ACTION ITEM: Take every line from the entries below that includes the word "Admin" and copy it.

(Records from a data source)
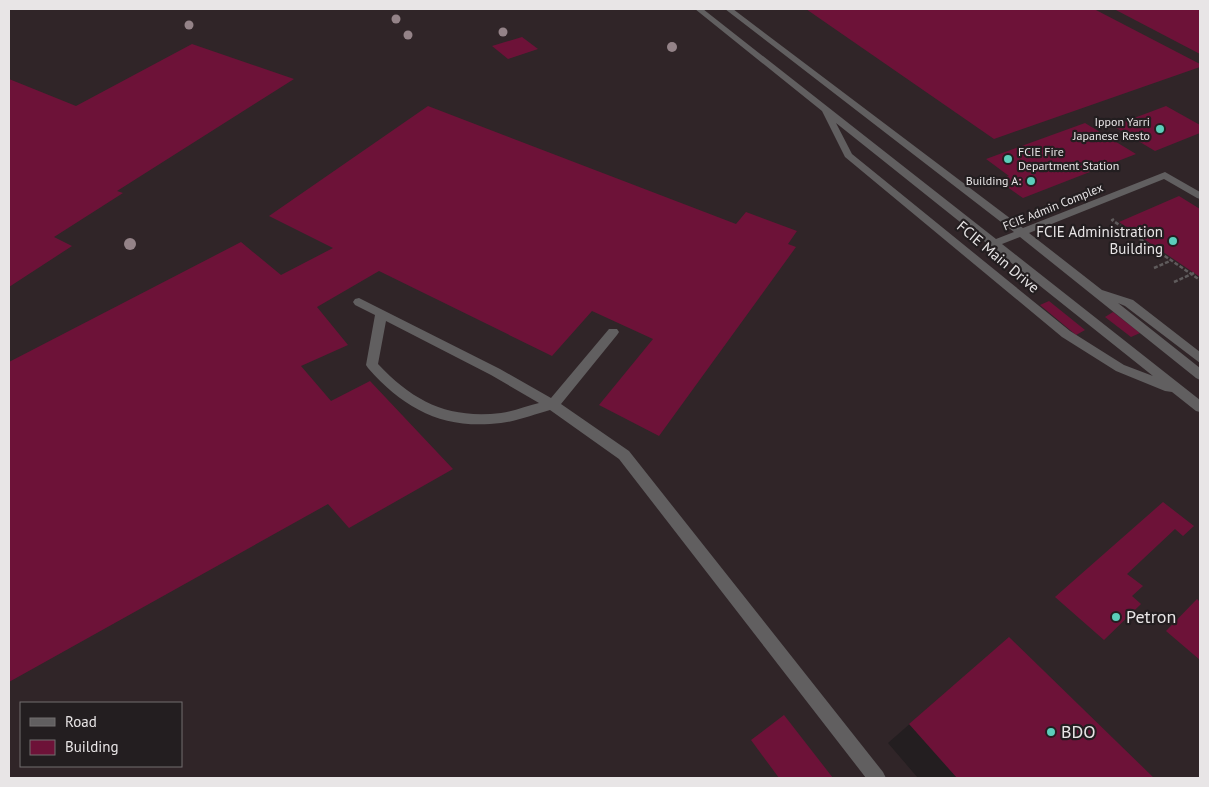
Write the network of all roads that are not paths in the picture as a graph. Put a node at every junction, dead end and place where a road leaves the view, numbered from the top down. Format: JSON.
{"nodes":[{"id":1,"x":699,"y":9,"type":"edge"},
{"id":2,"x":729,"y":9,"type":"edge"},
{"id":3,"x":824,"y":107,"type":"junction"},
{"id":4,"x":1200,"y":196,"type":"edge"},
{"id":5,"x":1022,"y":233,"type":"junction"},
{"id":6,"x":996,"y":243,"type":"junction"},
{"id":7,"x":1095,"y":292,"type":"junction"},
{"id":8,"x":359,"y":302,"type":"dead end"},
{"id":9,"x":381,"y":314,"type":"junction"},
{"id":10,"x":612,"y":332,"type":"dead end"},
{"id":11,"x":1200,"y":358,"type":"edge"},
{"id":12,"x":1200,"y":375,"type":"edge"},
{"id":13,"x":1183,"y":393,"type":"junction"},
{"id":14,"x":553,"y":404,"type":"junction"},
{"id":15,"x":1200,"y":407,"type":"edge"},
{"id":16,"x":877,"y":778,"type":"edge"}],
"edges":[{"from":1,"to":3,"type":"street","name":"FCIE Main Drive"},
{"from":2,"to":5,"type":"street","name":"FCIE Main Drive"},
{"from":3,"to":6,"type":"street","name":"FCIE Main Drive"},
{"from":3,"to":13,"type":"street","name":"FCIE Main Drive"},
{"from":4,"to":5,"type":"street","name":"FCIE Admin Complex"},
{"from":5,"to":6,"type":"street","name":"FCIE Admin Complex"},
{"from":5,"to":7,"type":"street","name":"FCIE Main Drive"},
{"from":6,"to":13,"type":"street","name":"FCIE Main Drive"},
{"from":7,"to":11,"type":"street","name":"FCIE Main Drive"},
{"from":7,"to":12,"type":"street","name":"FCIE Main Drive"},
{"from":8,"to":9,"type":"street"},
{"from":9,"to":14,"type":"street"},
{"from":9,"to":14,"type":"street"},
{"from":10,"to":14,"type":"street"},
{"from":13,"to":15,"type":"street","name":"FCIE Main Drive"},
{"from":14,"to":16,"type":"street"}]}
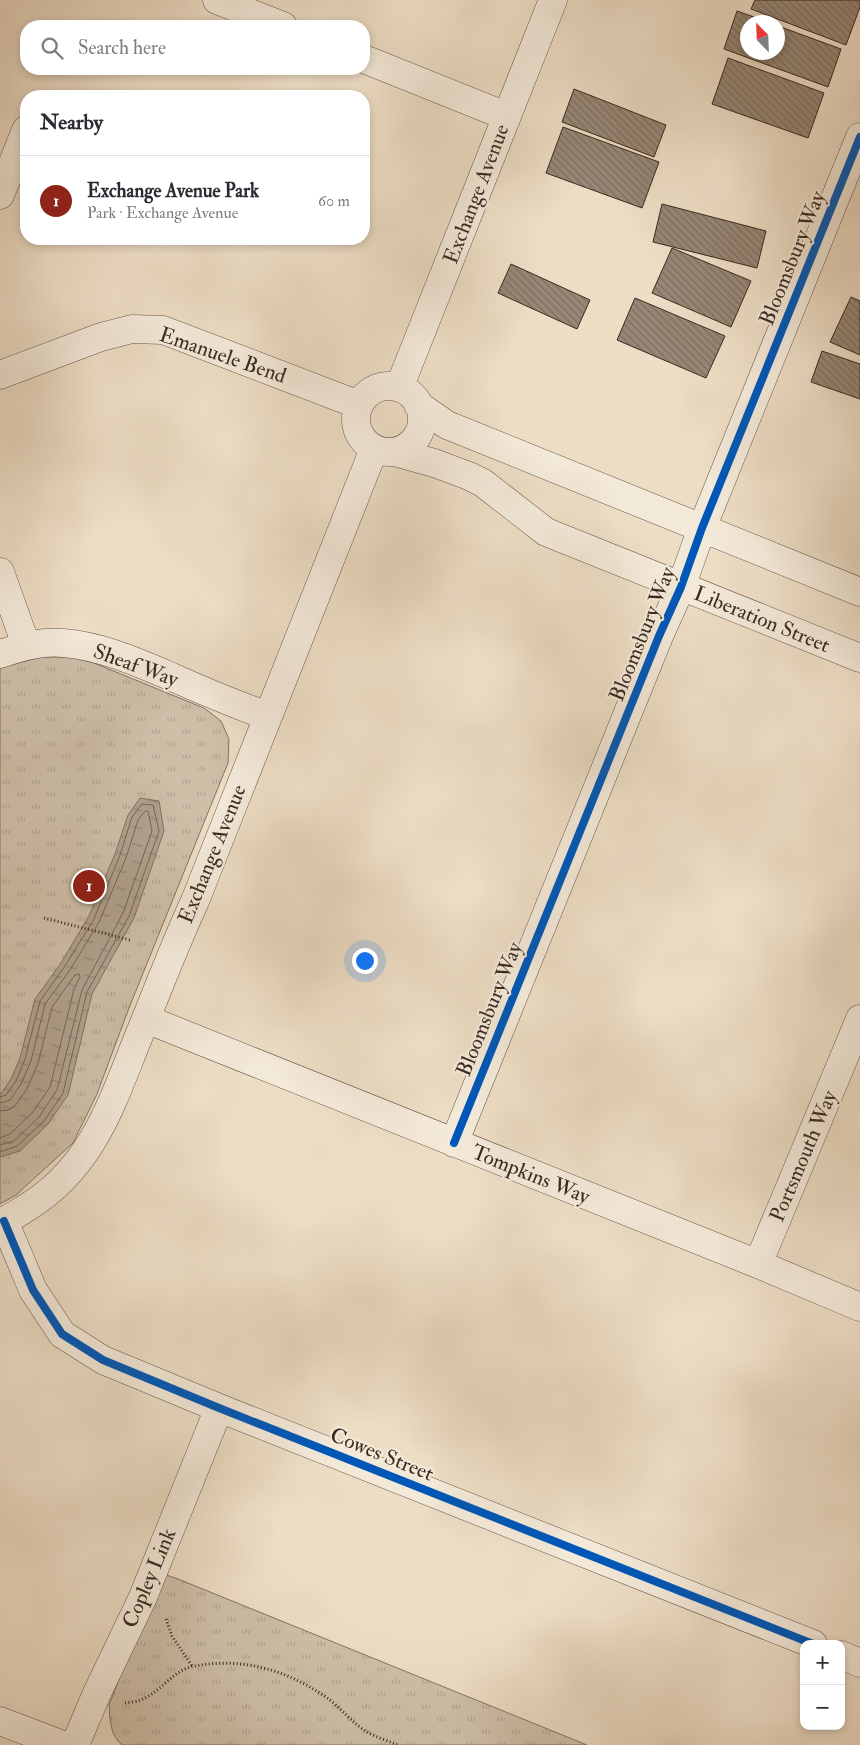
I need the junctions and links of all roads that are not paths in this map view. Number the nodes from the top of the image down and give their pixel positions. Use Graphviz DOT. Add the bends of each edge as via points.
graph roads {
  1 [pos="217,0"];
  2 [pos="553,0"];
  3 [pos="267,20"];
  4 [pos="370,61"];
  5 [pos="506,116"];
  6 [pos="860,137"];
  7 [pos="20,145"];
  8 [pos="0,195"];
  9 [pos="0,375"];
  10 [pos="409,397"];
  11 [pos="359,404"];
  12 [pos="384,450"];
  13 [pos="702,528"];
  14 [pos="0,572"];
  15 [pos="681,587"];
  16 [pos="860,592"];
  17 [pos="26,645"];
  18 [pos="0,654"];
  19 [pos="860,658"];
  20 [pos="267,716"];
  21 [pos="146,1019"];
  22 [pos="860,1019"];
  23 [pos="454,1143"];
  24 [pos="2,1222"];
  25 [pos="758,1264"];
  26 [pos="860,1307"];
  27 [pos="219,1408"];
  28 [pos="802,1640"];
  29 [pos="845,1657"];
  30 [pos="860,1663"];
  31 [pos="0,1721"];
  32 [pos="63,1745"];
  33 [pos="75,1745"];
  1 -- 3 [label="street"];
  2 -- 5 [label="street, Exchange Avenue"];
  4 -- 5 [label="street"];
  5 -- 10 [label="street, Exchange Avenue"];
  6 -- 13 [label="street, Bloomsbury Way"];
  7 -- 8 [label="street"];
  9 -- 11 [label="street, Emanuele Bend" via="101,337 132,329 163,330"];
  10 -- 11 [label="street" via="387,386 364,397"];
  10 -- 12 [label="street" via="422,417 420,431 407,447"];
  10 -- 13 [label="street" via="447,425"];
  11 -- 12 [label="street" via="355,422 357,430 366,444"];
  12 -- 15 [label="street, Liberation Street" via="434,462 469,476 483,483 546,532"];
  12 -- 20 [label="street, Exchange Avenue"];
  13 -- 15 [label="street, Bloomsbury Way"];
  13 -- 16 [label="street"];
  14 -- 17 [label="street"];
  15 -- 19 [label="street, Liberation Street"];
  15 -- 23 [label="street, Bloomsbury Way"];
  17 -- 18 [label="street, Sheaf Way"];
  17 -- 20 [label="street, Sheaf Way" via="63,643 120,655"];
  20 -- 21 [label="street, Exchange Avenue"];
  21 -- 23 [label="street, Tompkins Way"];
  21 -- 24 [label="street, Exchange Avenue" via="104,1123 88,1150 76,1166 37,1202"];
  22 -- 25 [label="street, Portsmouth Way"];
  23 -- 25 [label="street, Tompkins Way"];
  24 -- 27 [label="street, Cowes Street" via="33,1290 62,1334 103,1360"];
  25 -- 26 [label="street, Tompkins Way"];
  27 -- 28 [label="street, Cowes Street"];
  27 -- 33 [label="street, Copley Link" via="143,1597"];
  29 -- 30 [label="street"];
  31 -- 32 [label="street"];
}
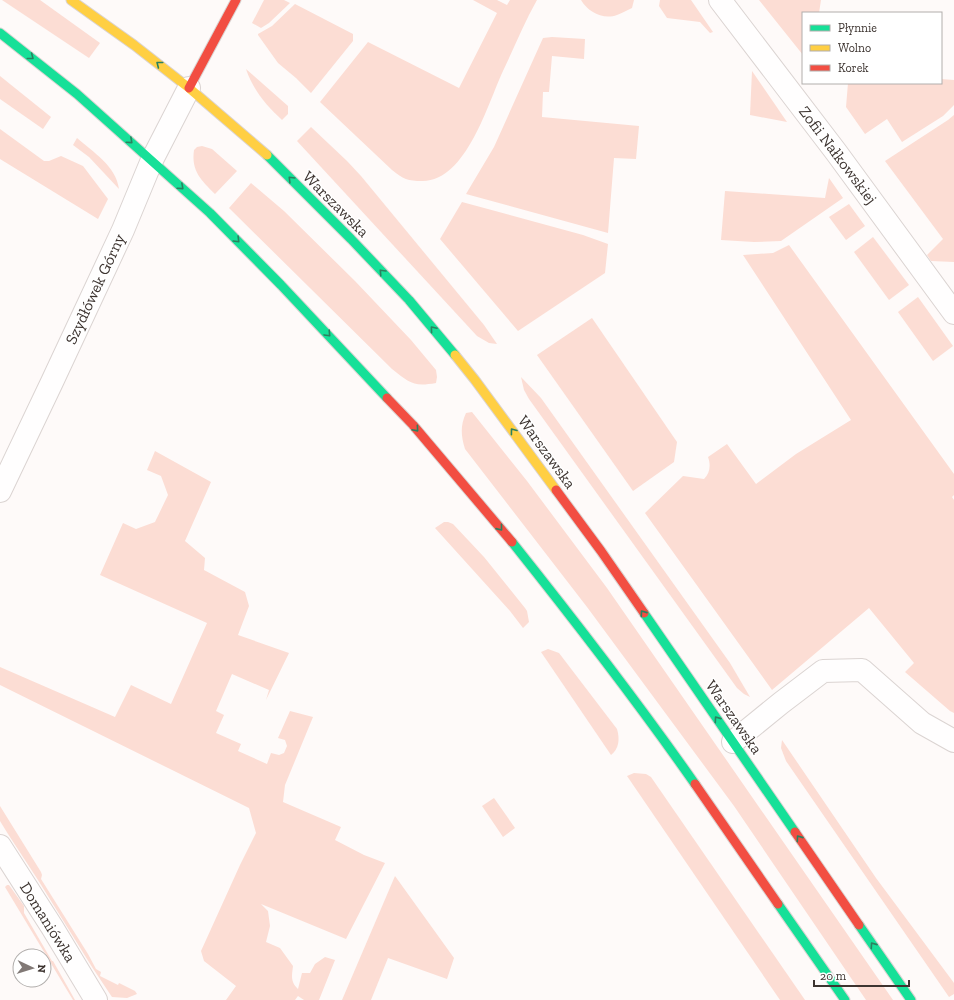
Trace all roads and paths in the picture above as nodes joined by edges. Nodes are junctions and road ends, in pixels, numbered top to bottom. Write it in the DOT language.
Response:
graph roads {
  1 [pos="71,0"];
  2 [pos="236,0"];
  3 [pos="720,0"];
  4 [pos="0,33"];
  5 [pos="189,88"];
  6 [pos="152,160"];
  7 [pos="954,313"];
  8 [pos="0,491"];
  9 [pos="954,741"];
  10 [pos="733,742"];
  11 [pos="0,846"];
  12 [pos="96,1000"];
  13 [pos="845,1000"];
  14 [pos="911,1000"];
  5 -- 1 [label="main road, Warszawska, one-way"];
  2 -- 5 [label="main road"];
  3 -- 7 [label="street, Zofii Nałkowskiej"];
  4 -- 6 [label="main road, one-way"];
  5 -- 6 [label="street, Szydłówek Górny"];
  10 -- 5 [label="main road, Warszawska, one-way"];
  6 -- 8 [label="street, Szydłówek Górny"];
  6 -- 13 [label="main road, one-way"];
  9 -- 10 [label="street"];
  14 -- 10 [label="main road, Warszawska, one-way"];
  11 -- 12 [label="street, Domaniówka"];
}
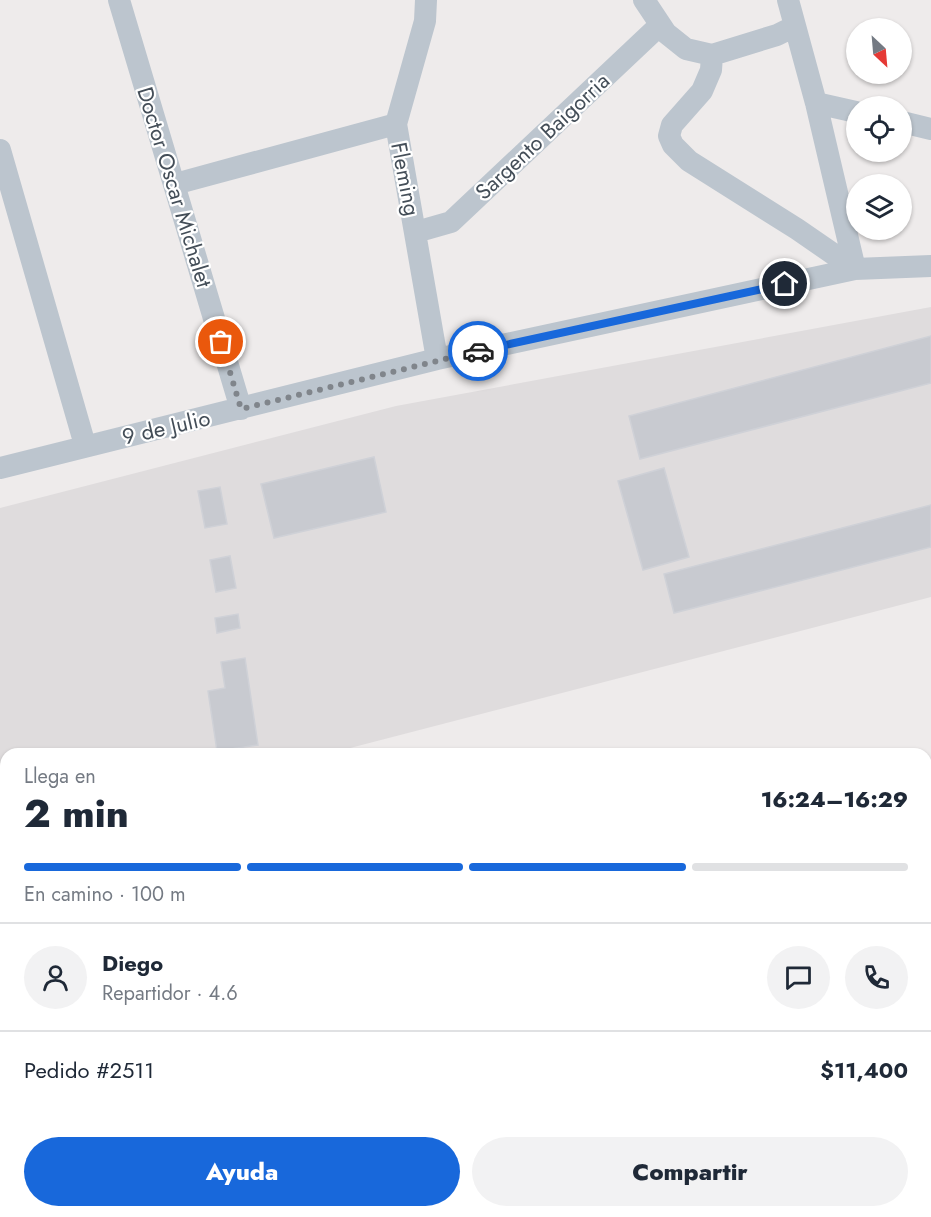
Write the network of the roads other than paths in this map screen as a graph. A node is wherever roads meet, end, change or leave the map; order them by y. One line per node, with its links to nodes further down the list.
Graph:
1 (119, 0): 14 (street, Doctor Oscar Michalet)
2 (426, 0): 10 (street, Fleming)
3 (644, 0): 5 (street)
4 (788, 0): 6 (street)
5 (660, 26): 7 (street); 15 (street, Sargento Baigorria)
6 (795, 26): 7 (street); 8 (street)
7 (712, 56): 17 (street)
8 (816, 103): 9 (street); 17 (street)
9 (846, 110)
10 (396, 124): 14 (street); 15 (street, Fleming)
11 (912, 124): 12 (street)
12 (931, 129)
13 (0, 150): 20 (street)
14 (175, 184): 19 (street, Doctor Oscar Michalet)
15 (416, 232): 18 (street, Fleming)
16 (931, 266): 17 (street, 9 de Julio)
17 (855, 269): 18 (street, 9 de Julio)
18 (438, 359): 19 (street, 9 de Julio)
19 (241, 409): 20 (street, 9 de Julio)
20 (85, 446): 21 (street, 9 de Julio)
21 (0, 468)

EXERCISE RESPONSE:
{"from":4,"to":5,"type":"street","name":"FCIE Admin Complex"},
{"from":5,"to":6,"type":"street","name":"FCIE Admin Complex"},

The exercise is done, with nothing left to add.